The blurred moon had lifted high in the star-spattered night sky as they drew closer to the mass of rodara. There was little point in going after the myrid – the beasts were not swift runners over any reasonable distance – but as they edged closer, Redmask could see the full extent of this rodara herd. Twenty thousand head, perhaps even more.

A large drover camp, lit by campfires, commanded a hilltop to the north. Two permanent buildings of cut-log walls and sod-capped roofs overlooked the shallow valley and the herds – these would, Redmask knew, belong to the Factor's foreman, forming the focus for the beginning of a true settlement.

Crouched in the grasses at the edge of a drainage gully cutting through the valley side, the three young warriors on his left, Redmask studied the Letherii for another twenty heartbeats; then he gestured Masarch and the others back into the gully itself.

‘This is madness,' the warrior named Theven whispered. ‘There must be a hundred Letherii in that camp – and what of the shepherds and their dogs? If the wind shifts…'

‘Quiet,' said Redmask. ‘Leave the dogs and the shepherds to me. As for the camp, well, they will soon be busy enough. Return to the horses, mount up, and be ready to flank and drive the herd when it arrives.'

In the moon's pale light, Masarch's expression was nerve-twisted, a wild look in his eyes – he had not done well on his death night, but thus far he appeared more or less sane.

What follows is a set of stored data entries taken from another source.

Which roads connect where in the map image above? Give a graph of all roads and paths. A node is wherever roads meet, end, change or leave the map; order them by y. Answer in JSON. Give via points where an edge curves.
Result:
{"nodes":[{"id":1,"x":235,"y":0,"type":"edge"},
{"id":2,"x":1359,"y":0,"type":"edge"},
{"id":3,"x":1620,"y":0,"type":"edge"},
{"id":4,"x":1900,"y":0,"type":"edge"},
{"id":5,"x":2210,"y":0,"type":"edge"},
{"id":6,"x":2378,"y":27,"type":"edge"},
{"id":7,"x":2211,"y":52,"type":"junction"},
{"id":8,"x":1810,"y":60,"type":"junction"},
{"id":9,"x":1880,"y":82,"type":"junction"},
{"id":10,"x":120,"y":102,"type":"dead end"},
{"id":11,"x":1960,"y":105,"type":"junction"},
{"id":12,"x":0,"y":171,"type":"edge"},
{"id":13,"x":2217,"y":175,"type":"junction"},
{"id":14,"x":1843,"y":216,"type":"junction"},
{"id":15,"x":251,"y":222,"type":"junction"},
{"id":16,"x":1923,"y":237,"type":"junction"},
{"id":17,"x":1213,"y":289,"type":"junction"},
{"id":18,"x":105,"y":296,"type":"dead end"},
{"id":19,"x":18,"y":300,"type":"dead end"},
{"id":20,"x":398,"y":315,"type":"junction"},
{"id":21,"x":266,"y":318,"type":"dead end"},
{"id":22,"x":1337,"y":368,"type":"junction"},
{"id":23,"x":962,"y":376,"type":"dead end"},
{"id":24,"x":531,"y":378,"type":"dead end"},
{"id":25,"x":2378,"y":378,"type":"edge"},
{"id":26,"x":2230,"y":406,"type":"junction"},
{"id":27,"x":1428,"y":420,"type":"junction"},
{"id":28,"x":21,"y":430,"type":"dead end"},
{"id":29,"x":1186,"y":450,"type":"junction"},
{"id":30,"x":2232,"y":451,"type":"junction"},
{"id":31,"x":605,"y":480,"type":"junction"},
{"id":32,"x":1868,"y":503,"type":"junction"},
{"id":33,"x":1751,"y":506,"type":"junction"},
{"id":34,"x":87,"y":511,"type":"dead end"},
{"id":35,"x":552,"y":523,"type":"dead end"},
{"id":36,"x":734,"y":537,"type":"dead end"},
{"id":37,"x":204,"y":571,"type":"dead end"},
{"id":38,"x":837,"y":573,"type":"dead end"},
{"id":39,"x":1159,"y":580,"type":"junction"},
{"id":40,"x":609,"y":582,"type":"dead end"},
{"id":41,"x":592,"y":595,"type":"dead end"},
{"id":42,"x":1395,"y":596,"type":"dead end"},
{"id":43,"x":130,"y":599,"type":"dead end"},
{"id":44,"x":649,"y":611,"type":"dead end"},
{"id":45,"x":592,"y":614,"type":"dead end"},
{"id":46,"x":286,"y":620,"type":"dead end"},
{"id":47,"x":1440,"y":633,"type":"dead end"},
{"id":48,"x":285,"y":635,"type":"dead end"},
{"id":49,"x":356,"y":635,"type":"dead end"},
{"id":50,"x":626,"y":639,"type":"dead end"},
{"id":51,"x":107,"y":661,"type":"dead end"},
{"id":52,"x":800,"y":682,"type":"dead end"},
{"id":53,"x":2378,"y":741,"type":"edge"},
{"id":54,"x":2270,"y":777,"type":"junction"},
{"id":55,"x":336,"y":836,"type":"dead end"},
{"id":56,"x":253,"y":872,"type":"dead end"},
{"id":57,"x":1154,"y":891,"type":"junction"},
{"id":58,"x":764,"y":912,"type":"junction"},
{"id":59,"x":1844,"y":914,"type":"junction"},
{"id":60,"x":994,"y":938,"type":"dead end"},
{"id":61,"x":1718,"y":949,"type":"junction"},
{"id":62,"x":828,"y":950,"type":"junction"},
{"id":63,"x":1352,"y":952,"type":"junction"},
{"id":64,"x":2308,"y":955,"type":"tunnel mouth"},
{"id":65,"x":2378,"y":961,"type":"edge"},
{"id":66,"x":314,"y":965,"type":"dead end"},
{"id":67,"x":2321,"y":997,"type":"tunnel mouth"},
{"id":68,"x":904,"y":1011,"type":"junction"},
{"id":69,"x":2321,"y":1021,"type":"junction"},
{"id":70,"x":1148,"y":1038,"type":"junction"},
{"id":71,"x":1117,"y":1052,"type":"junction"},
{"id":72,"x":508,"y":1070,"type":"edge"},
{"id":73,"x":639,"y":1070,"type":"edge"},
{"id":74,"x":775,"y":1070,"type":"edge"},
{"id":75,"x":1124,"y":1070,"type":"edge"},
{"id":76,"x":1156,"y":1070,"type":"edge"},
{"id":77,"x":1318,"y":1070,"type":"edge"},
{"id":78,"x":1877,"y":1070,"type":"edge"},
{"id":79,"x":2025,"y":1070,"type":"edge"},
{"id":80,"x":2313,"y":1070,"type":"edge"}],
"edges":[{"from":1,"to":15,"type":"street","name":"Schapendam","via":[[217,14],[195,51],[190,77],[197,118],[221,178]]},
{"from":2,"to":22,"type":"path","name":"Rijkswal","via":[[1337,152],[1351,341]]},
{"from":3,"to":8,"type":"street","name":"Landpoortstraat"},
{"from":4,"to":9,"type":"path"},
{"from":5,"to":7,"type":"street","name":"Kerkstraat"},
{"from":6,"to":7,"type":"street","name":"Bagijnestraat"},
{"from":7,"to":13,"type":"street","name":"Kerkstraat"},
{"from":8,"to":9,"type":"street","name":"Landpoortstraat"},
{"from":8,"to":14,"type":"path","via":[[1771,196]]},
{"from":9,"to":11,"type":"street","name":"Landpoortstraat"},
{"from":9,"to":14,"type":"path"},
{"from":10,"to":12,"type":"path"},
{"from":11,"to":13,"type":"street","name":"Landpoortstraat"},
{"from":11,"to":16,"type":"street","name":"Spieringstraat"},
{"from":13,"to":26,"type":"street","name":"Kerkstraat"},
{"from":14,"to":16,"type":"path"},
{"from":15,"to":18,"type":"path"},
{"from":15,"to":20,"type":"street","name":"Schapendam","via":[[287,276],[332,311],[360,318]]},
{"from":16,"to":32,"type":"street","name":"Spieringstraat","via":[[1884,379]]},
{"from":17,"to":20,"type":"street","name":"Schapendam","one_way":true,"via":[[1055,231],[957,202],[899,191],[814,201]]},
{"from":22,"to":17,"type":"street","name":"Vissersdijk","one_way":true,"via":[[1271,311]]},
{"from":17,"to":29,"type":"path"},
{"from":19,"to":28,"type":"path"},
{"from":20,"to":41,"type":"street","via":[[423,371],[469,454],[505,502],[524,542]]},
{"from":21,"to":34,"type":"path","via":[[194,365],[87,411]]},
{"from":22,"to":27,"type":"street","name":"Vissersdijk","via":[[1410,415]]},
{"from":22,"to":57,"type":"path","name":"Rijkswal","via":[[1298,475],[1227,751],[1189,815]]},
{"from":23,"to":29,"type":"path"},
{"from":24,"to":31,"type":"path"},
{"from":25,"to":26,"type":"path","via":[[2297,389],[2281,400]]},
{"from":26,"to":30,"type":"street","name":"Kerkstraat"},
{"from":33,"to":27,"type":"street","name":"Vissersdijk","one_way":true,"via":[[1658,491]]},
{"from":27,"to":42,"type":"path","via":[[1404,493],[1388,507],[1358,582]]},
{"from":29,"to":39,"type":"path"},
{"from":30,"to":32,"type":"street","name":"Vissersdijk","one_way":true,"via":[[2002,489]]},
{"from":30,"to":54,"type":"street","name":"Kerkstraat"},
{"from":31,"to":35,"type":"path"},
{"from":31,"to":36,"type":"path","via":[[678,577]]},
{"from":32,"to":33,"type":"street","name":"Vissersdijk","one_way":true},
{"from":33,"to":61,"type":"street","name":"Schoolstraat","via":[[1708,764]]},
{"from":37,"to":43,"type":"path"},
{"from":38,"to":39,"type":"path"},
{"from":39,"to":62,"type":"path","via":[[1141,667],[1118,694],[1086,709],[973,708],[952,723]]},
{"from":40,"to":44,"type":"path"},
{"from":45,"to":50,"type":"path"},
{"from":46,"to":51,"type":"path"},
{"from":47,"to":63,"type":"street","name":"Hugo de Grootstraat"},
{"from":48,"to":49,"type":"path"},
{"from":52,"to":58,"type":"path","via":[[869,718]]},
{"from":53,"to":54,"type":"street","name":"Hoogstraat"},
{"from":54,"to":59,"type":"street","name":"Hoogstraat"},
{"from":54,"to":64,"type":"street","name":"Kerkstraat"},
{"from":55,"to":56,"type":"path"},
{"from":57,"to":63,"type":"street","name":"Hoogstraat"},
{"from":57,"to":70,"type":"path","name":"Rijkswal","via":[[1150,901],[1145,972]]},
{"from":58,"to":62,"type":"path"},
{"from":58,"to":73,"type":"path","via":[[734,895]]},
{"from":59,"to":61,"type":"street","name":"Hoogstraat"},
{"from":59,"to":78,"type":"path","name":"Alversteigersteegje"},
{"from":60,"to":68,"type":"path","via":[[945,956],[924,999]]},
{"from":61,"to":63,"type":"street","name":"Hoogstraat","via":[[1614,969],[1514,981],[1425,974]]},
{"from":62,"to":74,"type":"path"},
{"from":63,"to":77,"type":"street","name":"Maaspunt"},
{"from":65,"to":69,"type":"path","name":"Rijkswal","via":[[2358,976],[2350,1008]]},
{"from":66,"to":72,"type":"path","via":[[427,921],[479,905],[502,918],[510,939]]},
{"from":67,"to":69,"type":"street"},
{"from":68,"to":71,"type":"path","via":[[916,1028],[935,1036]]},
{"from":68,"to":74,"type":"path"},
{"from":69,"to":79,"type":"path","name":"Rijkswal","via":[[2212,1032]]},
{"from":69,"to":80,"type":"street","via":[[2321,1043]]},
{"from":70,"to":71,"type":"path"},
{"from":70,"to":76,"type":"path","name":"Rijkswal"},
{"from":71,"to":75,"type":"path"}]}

Both Theven and Kraysos had, Redmask suspected, made use of bledden herb smuggled with them into their coffins, which they chewed to make themselves insensate, beyond such things as panic and convulsions. Perhaps that was just as well. But Masarch had possessed no bledden herb. And, as was common to people of open lands, confinement was worse than death, worse than anything one could imagine.

Yet there was value in searing that transition into adulthood, rebirth that began with facing oneself, one's own demonic haunts that came clambering into view in grisly succession, immune to every denial. With the scars born of that transition, a warrior would come to understand the truth of imagination: that it was a weapon the mind drew at every turn, yet as deadly to its wielder as to its conjured foes. Wisdom arrived as one's skill with that weapon grew –
we fight every battle with our imaginations: the battles within, the battles in the world beyond. This is the truth of command, and a warrior must learn command, of oneself and of others
. It was possible that soldiers, such as the Letherii, experienced something similar in attaining rank, but Redmask was not sure of that.

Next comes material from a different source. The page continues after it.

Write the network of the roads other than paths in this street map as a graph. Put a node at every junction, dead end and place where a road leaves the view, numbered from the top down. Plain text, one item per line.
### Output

Glancing back, he saw that his followers had vanished into the darkness. Probably, he judged, now at their horses. Waiting with fast, shallow breaths drawn into suddenly tight lungs. Starting at soft noises, gripping their reins and weapons in sweat-layered hands.

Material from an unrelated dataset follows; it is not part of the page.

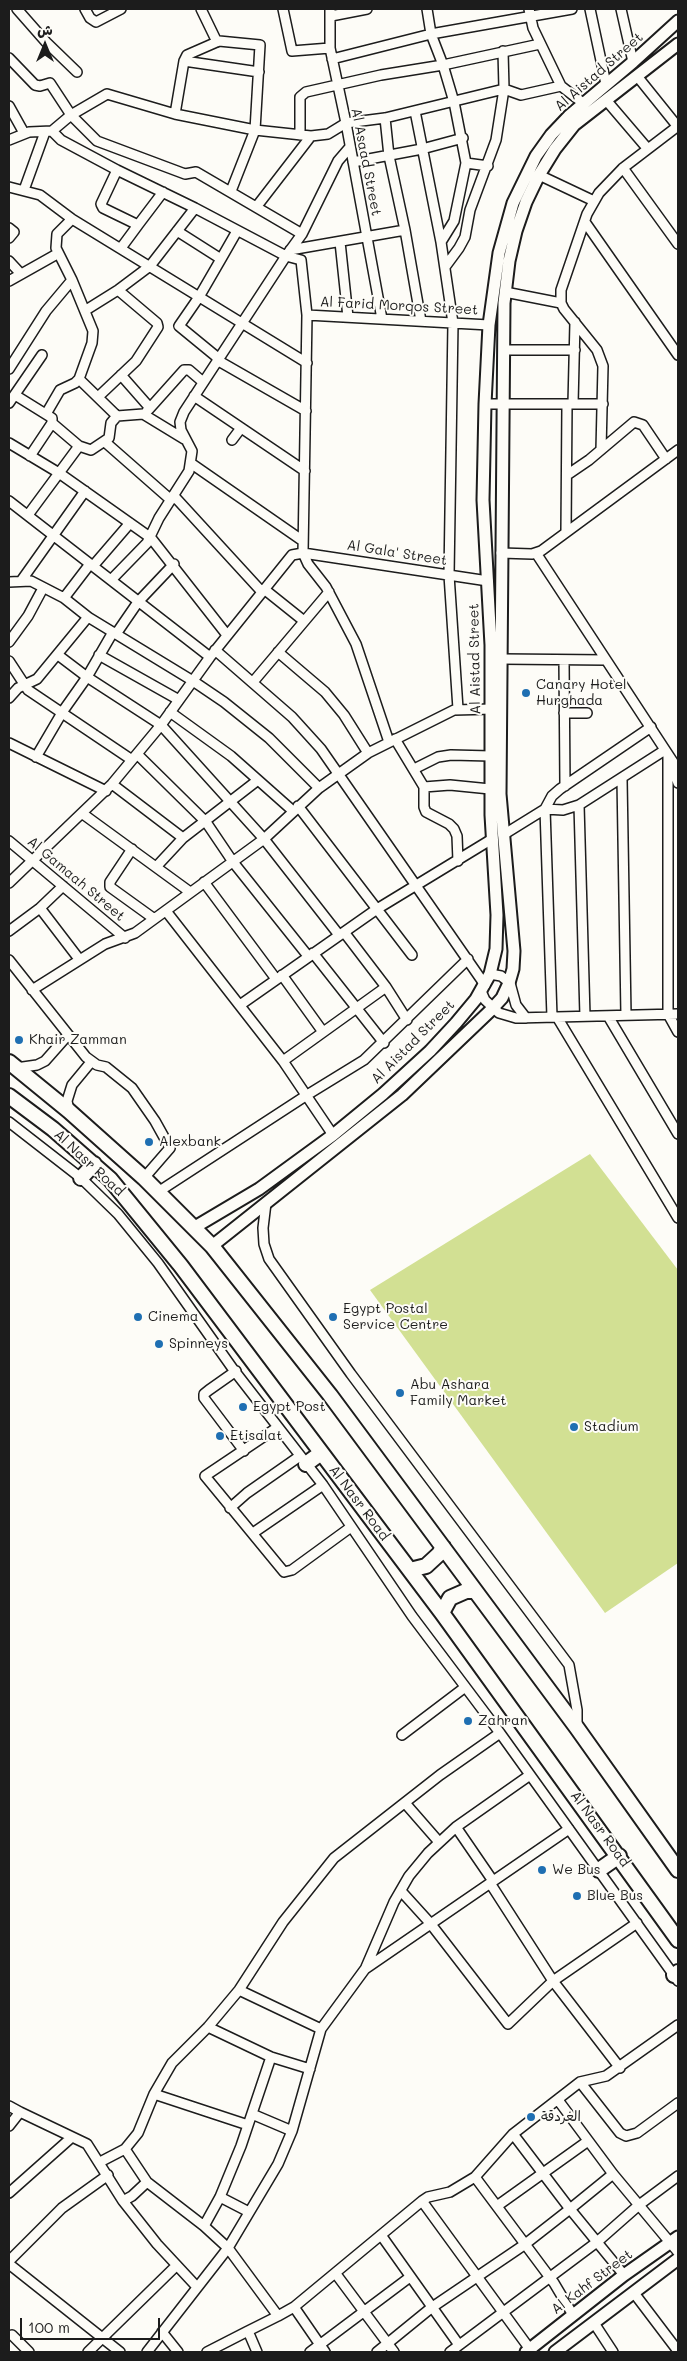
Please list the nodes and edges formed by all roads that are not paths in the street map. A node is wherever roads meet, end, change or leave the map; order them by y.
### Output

Redmask made a soft grunting sound and the dray, lying on its belly, edged closer. He settled a hand on its thick-furred neck, briefly, then drew it away. Together, the two set out, side by side, both low to the ground, towards the rodara herd.

 

Abasard walked slowly along the edge of the sleeping herd to keep himself alert. His two favoured dogs trotted in his wake. Born and raised as an Indebted in Drene, the sixteen-year-old had not imagined a world such as this – the vast sky, sprawling darkness and countless stars at night, enormous and depthless at day; the way the land itself reached out impossible distances, until at times he could swear he saw a curvature to the world, as if it existed like an island in the sea of the Abyss. And so much life, in the grasses, in the sky. In the spring tiny flowers erupted from every hillside, with berries ripening in the valleys. All his life, until his family had accompanied the Factor's foreman, he had lived with his father and mother, his brothers and sisters, with his grandmother and two aunts – all crowded into a house little more than a shack, facing onto a rubbish-filled alley that stank of urine. The menagerie of his youth was made up of rats, blue-eyed mice, meers, cockroaches, scorpions and silverworms.